That said, even in the considered model, one can allow for $\hat{u}_i \geq u_i$ by setting $\beta \geq 1$. Our main result (Theorem 4.2) continues to hold when $\beta \geq 1$. In fact, given any monotonic function $f$, Theorem 4.2 also holds if $\hat{u}_i = f(u_i)$ for each $i$ (Line 362-364). This allows $\hat{u}_i$ to be either larger or smaller than $u_i$, e.g., for $f(x):=\sqrt{x}$ it holds that $\hat{u}_i > u_i$ for any $u_i\in (0,1)$ and $\hat{u}_i < u_i$ for $u_i > 1$.
Regarding the determinism of $\hat{u}_i$, we inherit the assumption that the estimated utility $\hat{u}_i$ is a deterministic function of $u_i$ from prior works on selection with bias [19, 39]. This assumption is unrealistic as there is bound to be some additional noise in real-world evaluations.

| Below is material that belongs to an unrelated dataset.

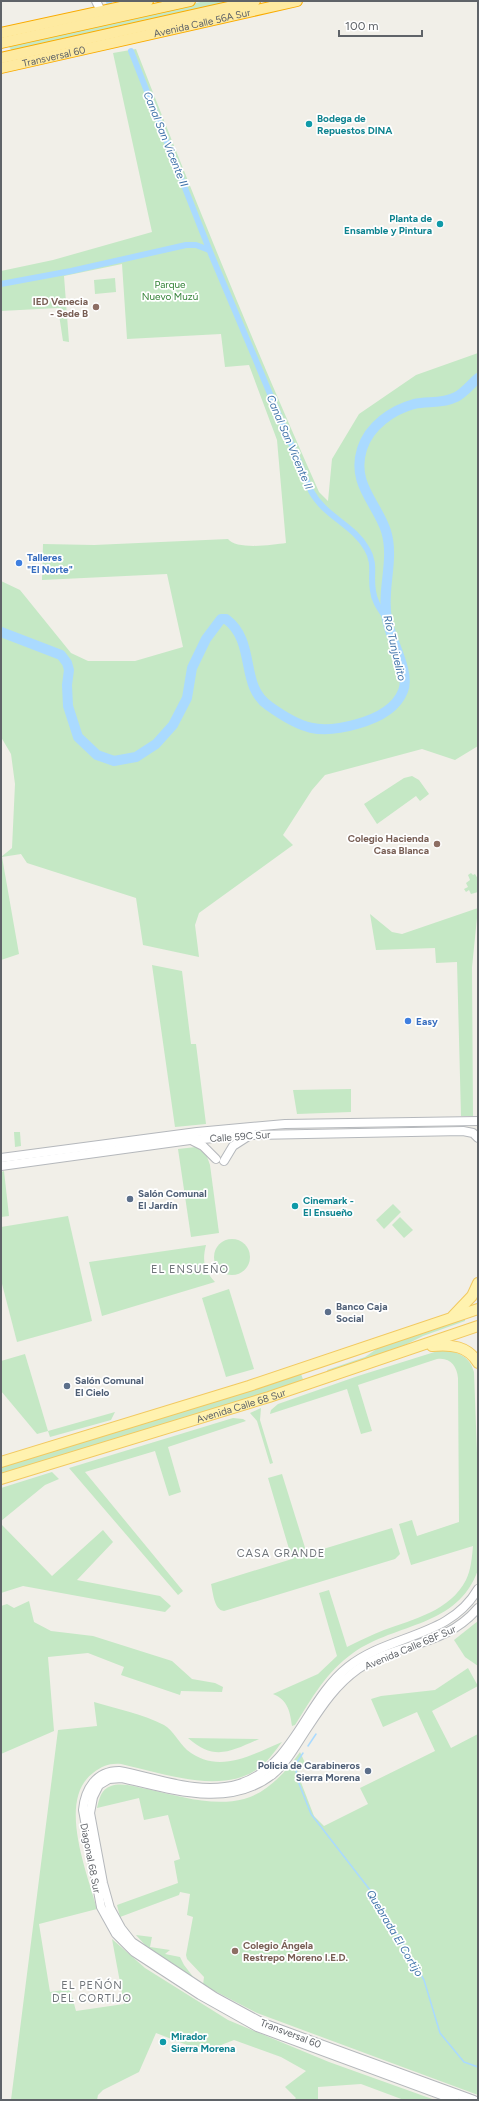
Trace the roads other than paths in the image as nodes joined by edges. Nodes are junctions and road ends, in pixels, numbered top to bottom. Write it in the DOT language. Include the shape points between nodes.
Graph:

Considering noise in the estimated utilities, in addition to bias, is an important direction and we explore it in our simulations Lines 127-128 and Supplementary Material D.4.
## Response to Reviewer Wcsd (0 characters under)

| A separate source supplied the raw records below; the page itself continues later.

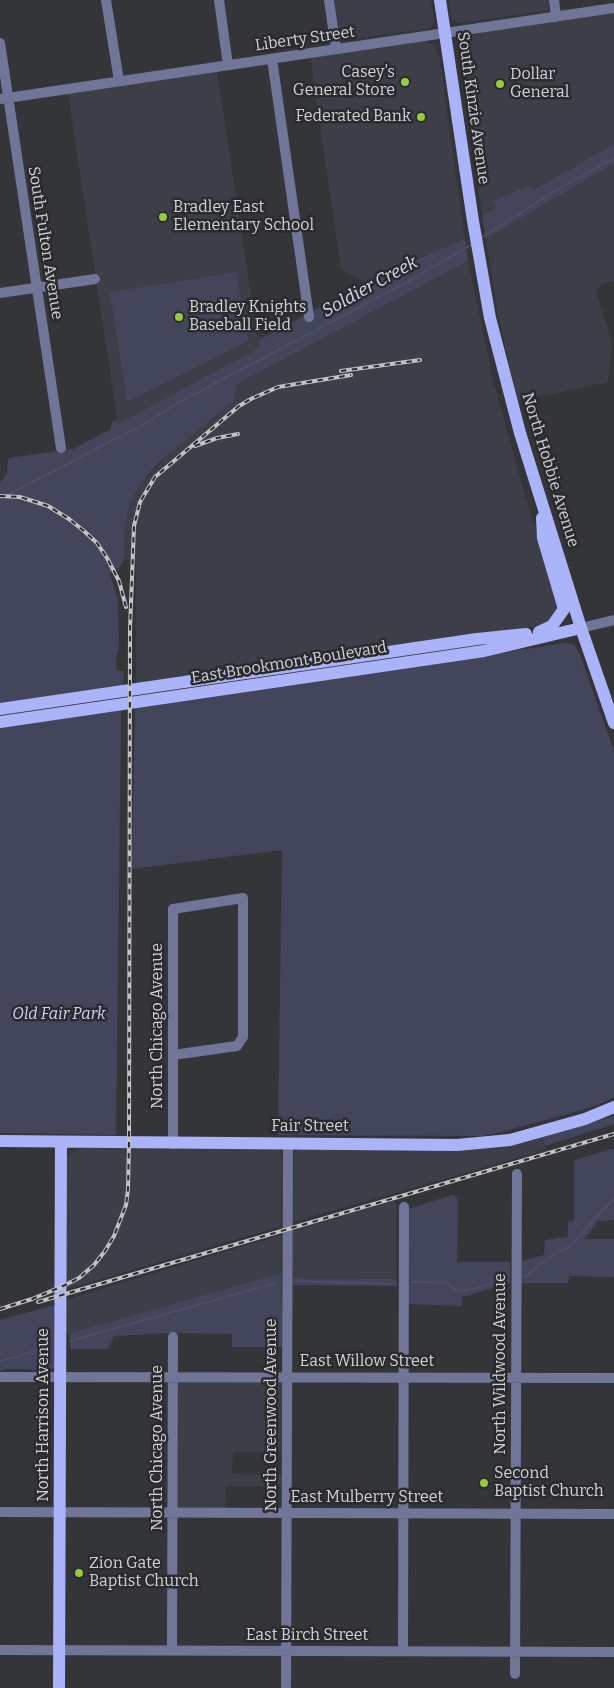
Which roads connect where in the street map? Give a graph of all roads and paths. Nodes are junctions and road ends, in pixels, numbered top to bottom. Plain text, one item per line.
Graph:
1 (106, 0) edge
2 (219, 0) edge
3 (329, 0) edge
4 (440, 0) edge
5 (554, 0) edge
6 (614, 8) edge
7 (556, 17) junction
8 (445, 33) junction
9 (0, 43) edge
10 (336, 49) junction
11 (272, 59) junction
12 (228, 65) junction
13 (119, 81) junction
14 (4, 98) edge
15 (473, 221) joint
16 (94, 279) dead end
17 (37, 288) junction
18 (0, 293) edge
19 (309, 316) dead end
20 (61, 448) dead end
21 (543, 506) junction
22 (614, 620) edge
23 (581, 628) junction
24 (537, 633) junction
25 (0, 709) edge
26 (0, 722) edge
27 (614, 724) edge
28 (173, 1055) junction
29 (614, 1107) edge
30 (0, 1141) edge
31 (61, 1142) junction
32 (288, 1143) junction
33 (173, 1144) junction
34 (517, 1174) dead end
35 (404, 1207) dead end
36 (173, 1336) dead end
37 (61, 1376) junction
38 (0, 1377) edge
39 (173, 1377) junction
40 (288, 1377) junction
41 (403, 1378) junction
42 (516, 1378) junction
43 (614, 1378) edge
44 (0, 1512) edge
45 (59, 1512) junction
46 (173, 1513) junction
47 (287, 1513) junction
48 (404, 1514) junction
49 (516, 1514) junction
50 (614, 1514) edge
51 (0, 1650) edge
52 (59, 1650) junction
53 (172, 1650) junction
54 (286, 1651) junction
55 (403, 1651) junction
56 (515, 1651) junction
57 (614, 1652) edge
58 (515, 1674) dead end
59 (59, 1688) edge
60 (286, 1688) edge

1 - 13 street
2 - 12 street
3 - 10 street
4 - 8 main road, South Kinzie Avenue
5 - 7 street
6 - 7 street, Liberty Street
7 - 8 street, Liberty Street
8 - 10 street, Liberty Street
8 - 15 main road, South Kinzie Avenue
9 - 14 street, South Fulton Avenue
10 - 11 street, Liberty Street
11 - 12 street, Liberty Street
11 - 19 street
12 - 13 street, Liberty Street
13 - 14 street, Liberty Street
14 - 17 street, South Fulton Avenue
15 - 21 main road, North Hobbie Avenue
16 - 17 street
17 - 18 street
17 - 20 street, South Fulton Avenue
21 - 23 main road, North Hobbie Avenue
21 - 24 main road
22 - 23 street, East Brookmont Boulevard
23 - 24 main road, East Brookmont Boulevard
23 - 26 main road, East Brookmont Boulevard
23 - 27 main road, North Hobbie Avenue
24 - 25 main road, East Brookmont Boulevard
28 - 28 street, North Chicago Avenue
28 - 33 street, North Chicago Avenue
29 - 32 main road, Fair Street
30 - 31 main road, Fair Street
31 - 33 main road, Fair Street
31 - 37 main road, North Harrison Avenue
32 - 33 main road, Fair Street
32 - 40 street, North Greenwood Avenue
34 - 42 street, North Wildwood Avenue
35 - 41 street
36 - 39 street, North Chicago Avenue
37 - 38 street, East Willow Street
37 - 39 street, East Willow Street
37 - 45 main road, North Harrison Avenue
39 - 40 street, East Willow Street
39 - 46 street, North Chicago Avenue
40 - 41 street, East Willow Street
40 - 47 street, North Greenwood Avenue
41 - 42 street, East Willow Street
41 - 48 street
42 - 43 street, East Willow Street
42 - 49 street, North Wildwood Avenue
44 - 45 street, East Mulberry Street
45 - 46 street, East Mulberry Street
45 - 52 main road, North Harrison Avenue
46 - 47 street, East Mulberry Street
46 - 53 street, North Chicago Avenue
47 - 48 street, East Mulberry Street
47 - 54 street, North Greenwood Avenue
48 - 49 street, East Mulberry Street
48 - 55 street
49 - 50 street, East Mulberry Street
49 - 56 street, North Wildwood Avenue
51 - 52 street, East Birch Street
52 - 53 street, East Birch Street
52 - 59 main road, North Harrison Avenue
53 - 54 street, East Birch Street
54 - 55 street, East Birch Street
54 - 60 street, North Greenwood Avenue
55 - 56 street, East Birch Street
56 - 57 street, East Birch Street
56 - 58 street, North Wildwood Avenue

We are happy that you appreciate the characterization of the problem. Thanks for pointing us to the literature on mechanism design and centralized assignment with distributional constraints. Below we answer your questions regarding this connection and will include these details in the final version. We hope that you will further strengthen your support for the paper.
**“…it's unclear how this work relates…”** Both–the works on distributional constraints in matching and this work–consider the task of computing a centralized assignment between two sets of agents (denoting, e.g., individuals, institutions, or items).
*Difference in objective considered: Preference satisfaction and utility maximization.* Works on distributional constraints in matching consider the formulation where agents on both sides have preferences, whereas we consider the problem where agents on one side (denoting individuals) have individual preferences and the agents on the other side (denoting institutions) have certain (common) utilities for the individuals and their goal is utility maximization.
Our motivation comes from centralized admission contexts such as the admissions administered by the Joint Seat Allocation Authority in India where institutions share a common utility, e.g., scores in a standardized exam, and the goal of a centralized body is to match individuals to institutions in order to maximize the (total) utility of the institutions while respecting the preferences of the individuals as far as possible (Lines 22-25).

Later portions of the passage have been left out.